*PROVIDED MATERIAL*.
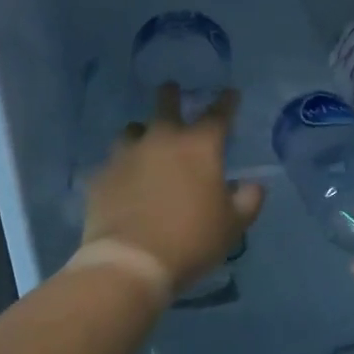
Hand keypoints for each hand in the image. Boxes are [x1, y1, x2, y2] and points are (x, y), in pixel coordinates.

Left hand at [82, 85, 264, 291]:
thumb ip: (248, 200)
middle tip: (172, 91)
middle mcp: (161, 139)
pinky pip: (111, 163)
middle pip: (166, 104)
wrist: (131, 262)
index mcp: (199, 147)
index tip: (230, 94)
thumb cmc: (192, 240)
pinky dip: (120, 167)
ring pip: (132, 130)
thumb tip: (253, 184)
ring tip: (144, 142)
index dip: (227, 102)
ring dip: (142, 133)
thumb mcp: (233, 226)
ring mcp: (126, 155)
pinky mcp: (100, 175)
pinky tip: (122, 179)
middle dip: (172, 95)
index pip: (218, 114)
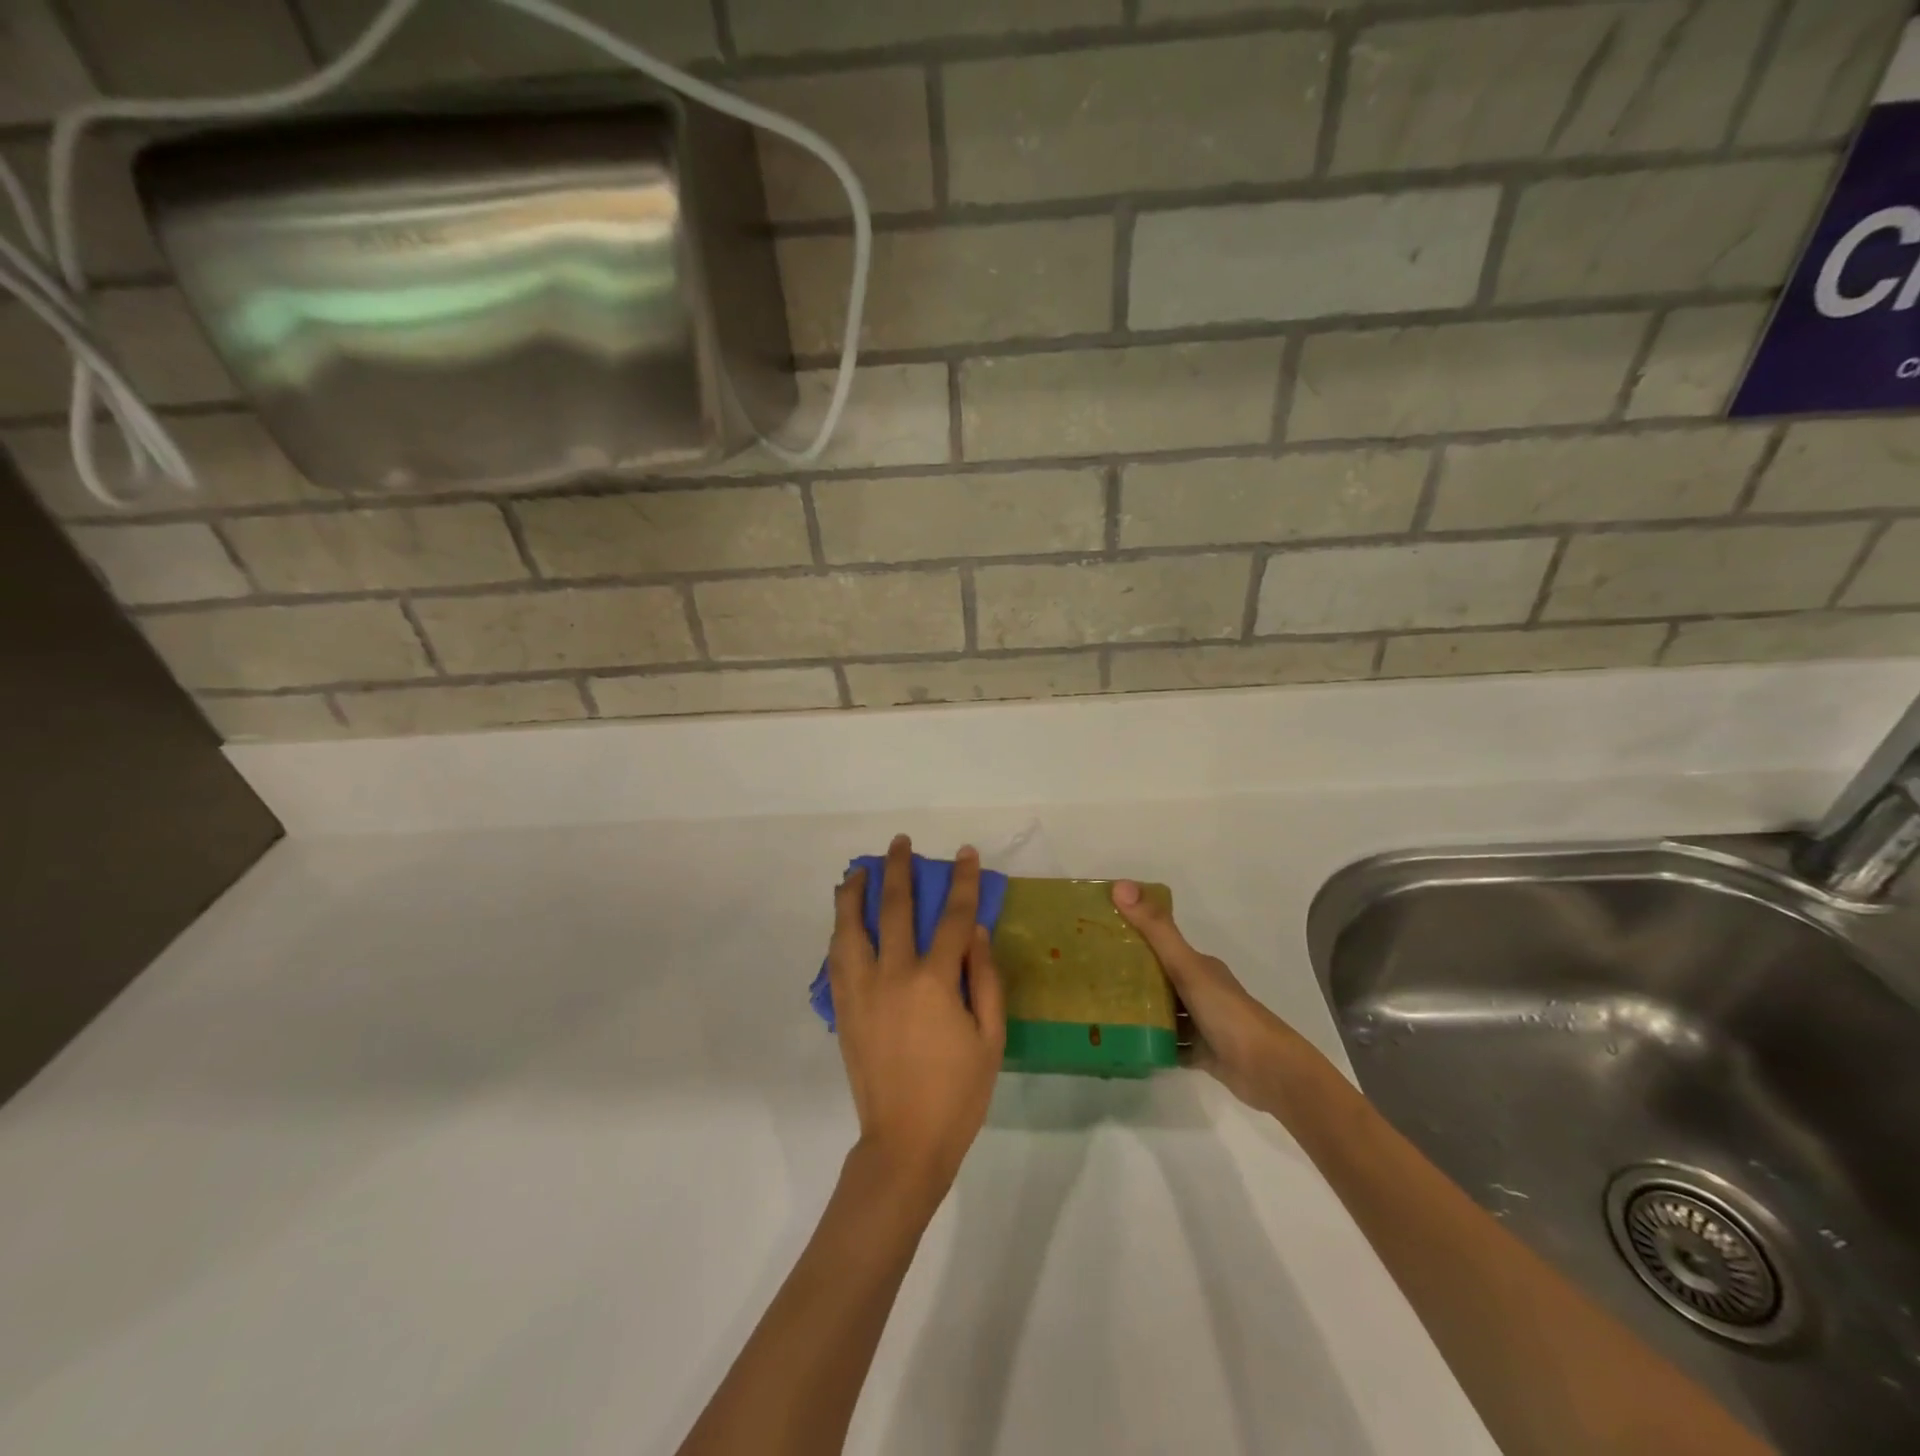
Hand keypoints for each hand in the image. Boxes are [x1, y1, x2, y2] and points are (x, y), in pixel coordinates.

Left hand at [827, 835, 1005, 1203]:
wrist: (904, 1142)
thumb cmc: (958, 1093)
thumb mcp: (990, 1037)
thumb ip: (985, 978)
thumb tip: (974, 930)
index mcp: (934, 982)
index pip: (952, 917)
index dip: (962, 882)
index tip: (965, 854)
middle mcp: (893, 975)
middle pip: (894, 908)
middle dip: (899, 870)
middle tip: (900, 843)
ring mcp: (862, 990)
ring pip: (851, 927)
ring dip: (855, 893)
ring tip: (859, 871)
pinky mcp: (843, 1009)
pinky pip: (837, 958)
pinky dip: (840, 930)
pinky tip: (844, 920)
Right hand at [1111, 881, 1321, 1113]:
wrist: (1268, 1070)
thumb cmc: (1227, 1012)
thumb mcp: (1187, 966)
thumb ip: (1156, 929)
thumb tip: (1120, 886)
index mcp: (1199, 965)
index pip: (1160, 944)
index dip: (1132, 936)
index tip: (1097, 936)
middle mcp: (1200, 990)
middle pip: (1158, 979)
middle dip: (1128, 977)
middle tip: (1089, 977)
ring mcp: (1201, 1023)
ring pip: (1162, 1013)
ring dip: (1137, 1012)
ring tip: (1098, 1011)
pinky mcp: (1200, 1053)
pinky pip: (1168, 1045)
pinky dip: (1149, 1044)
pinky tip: (1123, 1044)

*WHAT YOU HAVE TO DO*. Where a line of the listing holds the string "index", copy that line.

*EXERCISE ANSWER*.
index mcp: (199, 147)
index tip: (230, 94)
index dip: (227, 102)
index pip: (218, 114)
index mcp: (934, 982)
index pip: (952, 917)
index dip: (962, 882)
index tip: (965, 854)
index mcp: (1199, 965)
index pip: (1160, 944)
index dip: (1132, 936)
index tip: (1097, 936)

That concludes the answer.